DIRECTIONS –
Working through the entries below, find how many lines include the string "Sans"; give only that number.

SOURCE MATERIAL section start

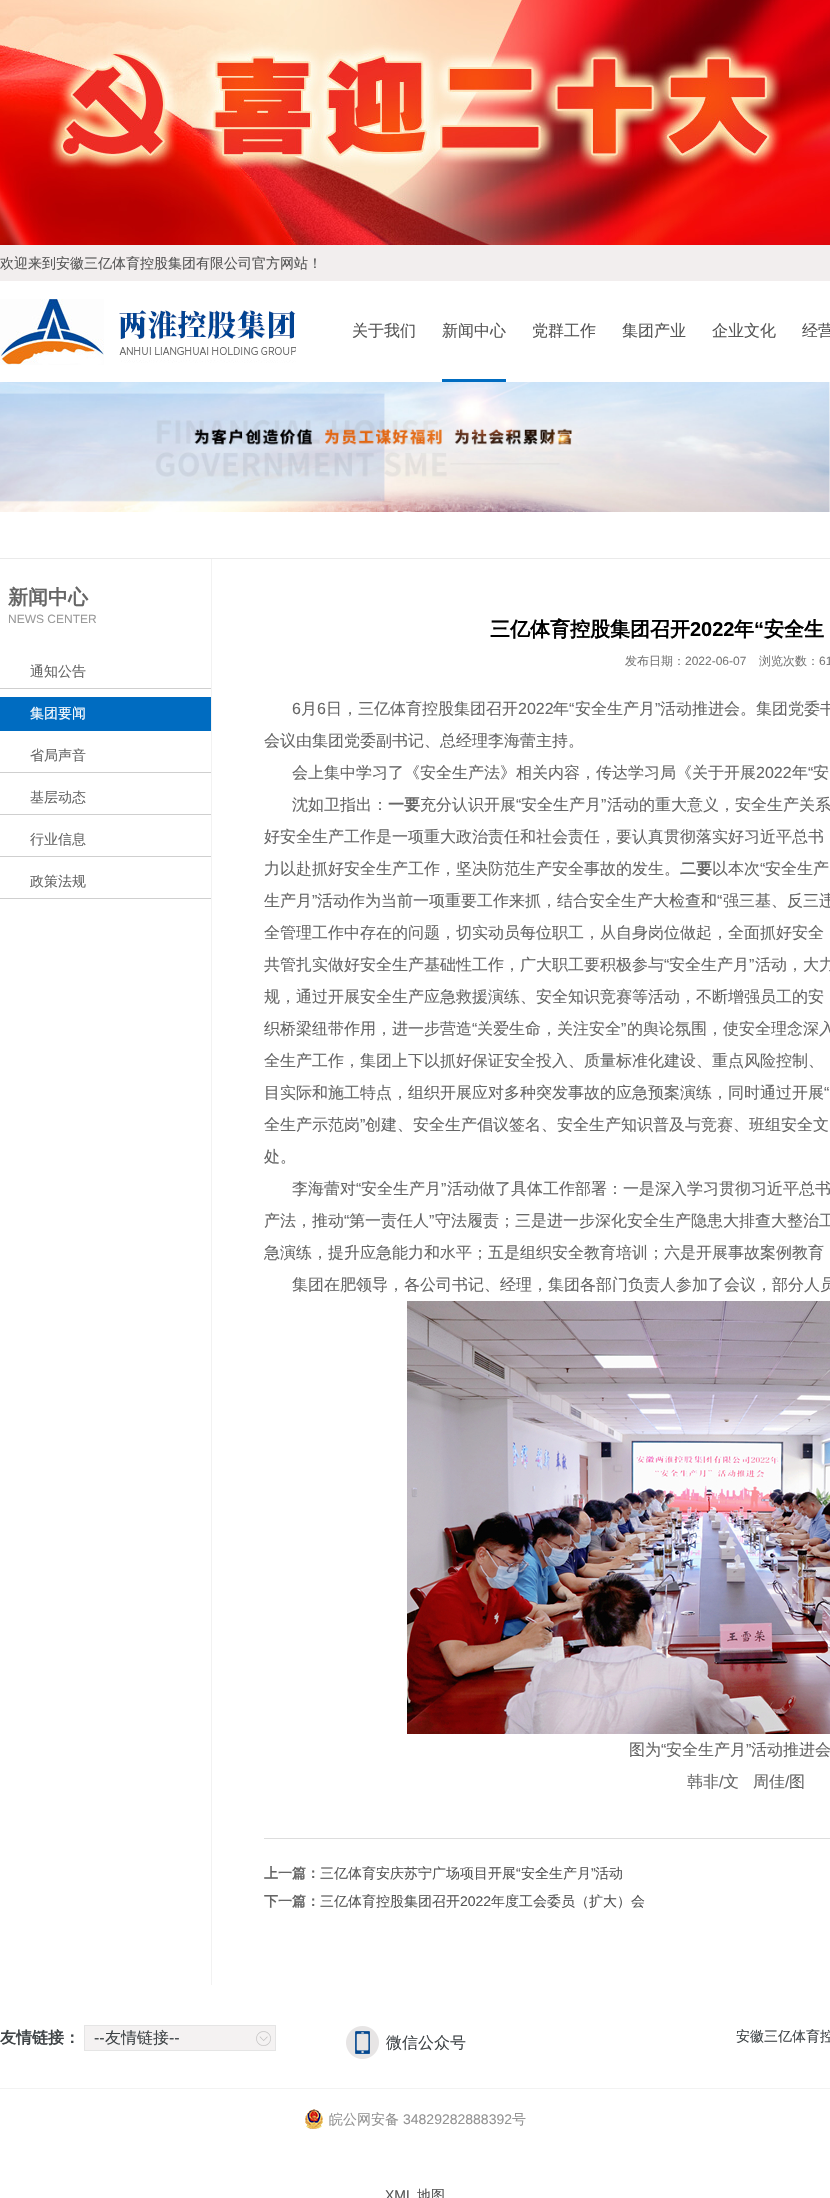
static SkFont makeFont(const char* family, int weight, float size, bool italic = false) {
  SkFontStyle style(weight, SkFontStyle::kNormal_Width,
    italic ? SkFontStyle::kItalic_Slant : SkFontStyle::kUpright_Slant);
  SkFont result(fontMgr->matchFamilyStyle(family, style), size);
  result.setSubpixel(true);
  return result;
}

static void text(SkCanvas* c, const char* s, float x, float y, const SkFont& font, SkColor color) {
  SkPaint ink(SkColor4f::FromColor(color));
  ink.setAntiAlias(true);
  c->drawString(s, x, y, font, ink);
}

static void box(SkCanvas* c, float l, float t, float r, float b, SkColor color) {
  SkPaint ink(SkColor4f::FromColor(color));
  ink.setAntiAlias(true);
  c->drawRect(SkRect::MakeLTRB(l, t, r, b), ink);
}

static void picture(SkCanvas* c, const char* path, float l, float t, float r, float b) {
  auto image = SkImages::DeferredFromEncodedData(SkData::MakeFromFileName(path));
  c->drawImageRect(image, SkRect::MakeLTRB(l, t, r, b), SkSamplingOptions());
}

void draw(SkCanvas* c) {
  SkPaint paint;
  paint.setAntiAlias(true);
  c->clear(0xffffffff);
  picture(c, "img_01.png", 0, 0, 830, 245);
  box(c, 0, 245, 830, 281, 0xfff2eeee);
  SkFont face1 = makeFont("WenQuanYi Zen Hei", 500, 14);
  text(c, "欢迎来到安徽三亿体育控股集团有限公司官方网站！", 0, 268, face1, 0xff555555);
  picture(c, "img_02.png", 0, 299, 296, 365);
  SkFont face2 = makeFont("WenQuanYi Zen Hei", 500, 16);
  text(c, "关于我们", 352, 336, face2, 0xff555555);
  text(c, "新闻中心", 442, 336, face2, 0xff555555);
  box(c, 442, 379, 506, 382, 0xff006cc1);
  text(c, "党群工作", 532, 336, face2, 0xff555555);
  text(c, "集团产业", 622, 336, face2, 0xff555555);
  text(c, "企业文化", 712, 336, face2, 0xff555555);
  text(c, "经营", 802, 336, face2, 0xff555555);
  picture(c, "img_03.png", 0, 382, 830, 512);
  box(c, 0, 558, 830, 559, 0xffeaeaea);
  box(c, 211, 559, 212, 1985, 0xfff2f2f2);
  SkFont face3 = makeFont("WenQuanYi Zen Hei", 700, 20);
  text(c, "新闻中心", 8, 604, face3, 0xff666666);
  SkFont face4 = makeFont("Liberation Sans", 400, 12);
  text(c, "NEWS CENTER", 8, 623, face4, 0xff9a9a9a);
  box(c, 0, 688, 211, 689, 0xffcfcfcf);
  text(c, "通知公告", 30, 676, face1, 0xff666666);
  box(c, 0, 697, 211, 731, 0xff006cc1);
  text(c, "集团要闻", 30, 718, face1, 0xffffffff);
  box(c, 0, 772, 211, 773, 0xffcfcfcf);
  text(c, "省局声音", 30, 760, face1, 0xff666666);
  box(c, 0, 814, 211, 815, 0xffcfcfcf);
  text(c, "基层动态", 30, 802, face1, 0xff666666);
  box(c, 0, 856, 211, 857, 0xffcfcfcf);
  text(c, "行业信息", 30, 844, face1, 0xff666666);
  box(c, 0, 898, 211, 899, 0xffcfcfcf);
  text(c, "政策法规", 30, 886, face1, 0xff666666);
  text(c, "三亿体育控股集团召开", 490, 636, face3, 0xff000000);
  SkFont face5 = makeFont("Liberation Sans", 700, 20);
  text(c, "2022", 690, 636, face5, 0xff000000);
  text(c, "年", 734, 636, face3, 0xff000000);
  text(c, "“", 754, 636, face5, 0xff000000);
  text(c, "安全生", 764, 636, face3, 0xff000000);
  SkFont face6 = makeFont("WenQuanYi Zen Hei", 500, 12);
  text(c, "发布日期：", 625, 665, face6, 0xff797979);
  text(c, "2022-06-07", 685, 665, face4, 0xff797979);
  text(c, "浏览次数：", 759, 665, face6, 0xff797979);
  text(c, "61", 819, 665, face4, 0xff797979);
  SkFont face7 = makeFont("Liberation Sans", 400, 16);
  text(c, "6", 292, 714, face7, 0xff666666);
  text(c, "月", 301, 714, face2, 0xff666666);
  text(c, "6", 317, 714, face7, 0xff666666);
  text(c, "日，三亿体育控股集团召开", 326, 714, face2, 0xff666666);
  text(c, "2022", 518, 714, face7, 0xff666666);
  text(c, "年", 553, 714, face2, 0xff666666);
  text(c, "“", 569, 714, face7, 0xff666666);
  text(c, "安全生产月", 575, 714, face2, 0xff666666);
  text(c, "”", 655, 714, face7, 0xff666666);
  text(c, "活动推进会。集团党委书", 660, 714, face2, 0xff666666);
  text(c, "会议由集团党委副书记、总经理李海蕾主持。", 264, 746, face2, 0xff666666);
  text(c, "会上集中学习了《安全生产法》相关内容，传达学习局《关于开展", 292, 778, face2, 0xff666666);
  text(c, "2022", 756, 778, face7, 0xff666666);
  text(c, "年", 792, 778, face2, 0xff666666);
  text(c, "“", 808, 778, face7, 0xff666666);
  text(c, "安", 813, 778, face2, 0xff666666);
  text(c, "沈如卫指出：", 292, 810, face2, 0xff666666);
  SkFont face8 = makeFont("WenQuanYi Zen Hei", 700, 16);
  text(c, "一要", 388, 810, face8, 0xff666666);
  text(c, "充分认识开展", 420, 810, face2, 0xff666666);
  text(c, "“", 516, 810, face7, 0xff666666);
  text(c, "安全生产月", 521, 810, face2, 0xff666666);
  text(c, "”", 601, 810, face7, 0xff666666);
  text(c, "活动的重大意义，安全生产关系", 607, 810, face2, 0xff666666);
  text(c, "好安全生产工作是一项重大政治责任和社会责任，要认真贯彻落实好习近平总书", 264, 842, face2, 0xff666666);
  text(c, "力以赴抓好安全生产工作，坚决防范生产安全事故的发生。", 264, 874, face2, 0xff666666);
  text(c, "二要", 680, 874, face8, 0xff666666);
  text(c, "以本次", 712, 874, face2, 0xff666666);
  text(c, "“", 760, 874, face7, 0xff666666);
  text(c, "安全生产", 765, 874, face2, 0xff666666);
  text(c, "生产月", 264, 906, face2, 0xff666666);
  text(c, "”", 312, 906, face7, 0xff666666);
  text(c, "活动作为当前一项重要工作来抓，结合安全生产大检查和", 317, 906, face2, 0xff666666);
  text(c, "“", 717, 906, face7, 0xff666666);
  text(c, "强三基、反三违", 723, 906, face2, 0xff666666);
  text(c, "全管理工作中存在的问题，切实动员每位职工，从自身岗位做起，全面抓好安全", 264, 938, face2, 0xff666666);
  text(c, "共管扎实做好安全生产基础性工作，广大职工要积极参与", 264, 970, face2, 0xff666666);
  text(c, "“", 664, 970, face7, 0xff666666);
  text(c, "安全生产月", 669, 970, face2, 0xff666666);
  text(c, "”", 749, 970, face7, 0xff666666);
  text(c, "活动，大力", 755, 970, face2, 0xff666666);
  text(c, "规，通过开展安全生产应急救援演练、安全知识竞赛等活动，不断增强员工的安", 264, 1002, face2, 0xff666666);
  text(c, "织桥梁纽带作用，进一步营造", 264, 1034, face2, 0xff666666);
  text(c, "“", 472, 1034, face7, 0xff666666);
  text(c, "关爱生命，关注安全", 477, 1034, face2, 0xff666666);
  text(c, "”", 621, 1034, face7, 0xff666666);
  text(c, "的舆论氛围，使安全理念深入", 627, 1034, face2, 0xff666666);
  text(c, "全生产工作，集团上下以抓好保证安全投入、质量标准化建设、重点风险控制、", 264, 1066, face2, 0xff666666);
  text(c, "目实际和施工特点，组织开展应对多种突发事故的应急预案演练，同时通过开展", 264, 1098, face2, 0xff666666);
  text(c, "“", 824, 1098, face7, 0xff666666);
  text(c, "全生产示范岗", 264, 1130, face2, 0xff666666);
  text(c, "”", 360, 1130, face7, 0xff666666);
  text(c, "创建、安全生产倡议签名、安全生产知识普及与竞赛、班组安全文", 365, 1130, face2, 0xff666666);
  text(c, "处。", 264, 1162, face2, 0xff666666);
  text(c, "李海蕾对", 292, 1194, face2, 0xff666666);
  text(c, "“", 356, 1194, face7, 0xff666666);
  text(c, "安全生产月", 361, 1194, face2, 0xff666666);
  text(c, "”", 441, 1194, face7, 0xff666666);
  text(c, "活动做了具体工作部署：一是深入学习贯彻习近平总书", 447, 1194, face2, 0xff666666);
  text(c, "产法，推动", 264, 1226, face2, 0xff666666);
  text(c, "“", 344, 1226, face7, 0xff666666);
  text(c, "第一责任人", 349, 1226, face2, 0xff666666);
  text(c, "”", 429, 1226, face7, 0xff666666);
  text(c, "守法履责；三是进一步深化安全生产隐患大排查大整治工", 435, 1226, face2, 0xff666666);
  text(c, "急演练，提升应急能力和水平；五是组织安全教育培训；六是开展事故案例教育", 264, 1258, face2, 0xff666666);
  text(c, "集团在肥领导，各公司书记、经理，集团各部门负责人参加了会议，部分人员", 292, 1290, face2, 0xff666666);
  picture(c, "img_04.png", 407, 1301, 830, 1734);
  text(c, "图为", 629, 1755, face2, 0xff666666);
  text(c, "“", 661, 1755, face7, 0xff666666);
  text(c, "安全生产月", 666, 1755, face2, 0xff666666);
  text(c, "”", 746, 1755, face7, 0xff666666);
  text(c, "活动推进会", 751, 1755, face2, 0xff666666);
  text(c, "韩非", 687, 1787, face2, 0xff666666);
  text(c, "/", 719, 1787, face7, 0xff666666);
  text(c, "文", 723, 1787, face2, 0xff666666);
  text(c, "周佳", 753, 1787, face2, 0xff666666);
  text(c, "/", 785, 1787, face7, 0xff666666);
  text(c, "图", 789, 1787, face2, 0xff666666);
  box(c, 264, 1838, 830, 1839, 0xffdddddd);
  SkFont face9 = makeFont("WenQuanYi Zen Hei", 700, 14);
  text(c, "上一篇：", 264, 1878, face9, 0xff666666);
  text(c, "三亿体育安庆苏宁广场项目开展", 320, 1878, face1, 0xff555555);
  SkFont face10 = makeFont("Liberation Sans", 400, 14);
  text(c, "“", 516, 1878, face10, 0xff555555);
  text(c, "安全生产月", 521, 1878, face1, 0xff555555);
  text(c, "”", 591, 1878, face10, 0xff555555);
  text(c, "活动", 595, 1878, face1, 0xff555555);
  text(c, "下一篇：", 264, 1906, face9, 0xff666666);
  text(c, "三亿体育控股集团召开", 320, 1906, face1, 0xff555555);
  text(c, "2022", 460, 1906, face10, 0xff555555);
  text(c, "年度工会委员（扩大）会", 491, 1906, face1, 0xff555555);
  box(c, 0, 2088, 830, 2089, 0xfff2f2f2);
  text(c, "友情链接：", 0, 2043, face8, 0xff3e4346);
  picture(c, "img_05.png", 84, 2025, 276, 2051);
  text(c, "--", 94, 2043, face7, 0xff3e4346);
  text(c, "友情链接", 105, 2043, face2, 0xff3e4346);
  text(c, "--", 169, 2043, face7, 0xff3e4346);
  picture(c, "img_06.png", 346, 2026, 379, 2059);
  text(c, "微信公众号", 386, 2048, face2, 0xff3e4346);
  text(c, "安徽三亿体育控", 736, 2041, face1, 0xff3e4346);
  picture(c, "img_07.png", 305, 2109, 323, 2129);
  text(c, "皖公网安备", 329, 2124, face1, 0xff939393);
  text(c, "34829282888392", 403, 2124, face10, 0xff939393);
  text(c, "号", 512, 2124, face1, 0xff939393);
  text(c, "XML", 385, 2200, face10, 0xff555555);
  text(c, "地图", 417, 2200, face1, 0xff555555);
}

SOURCE MATERIAL section end

EXERCISE RESULT –
4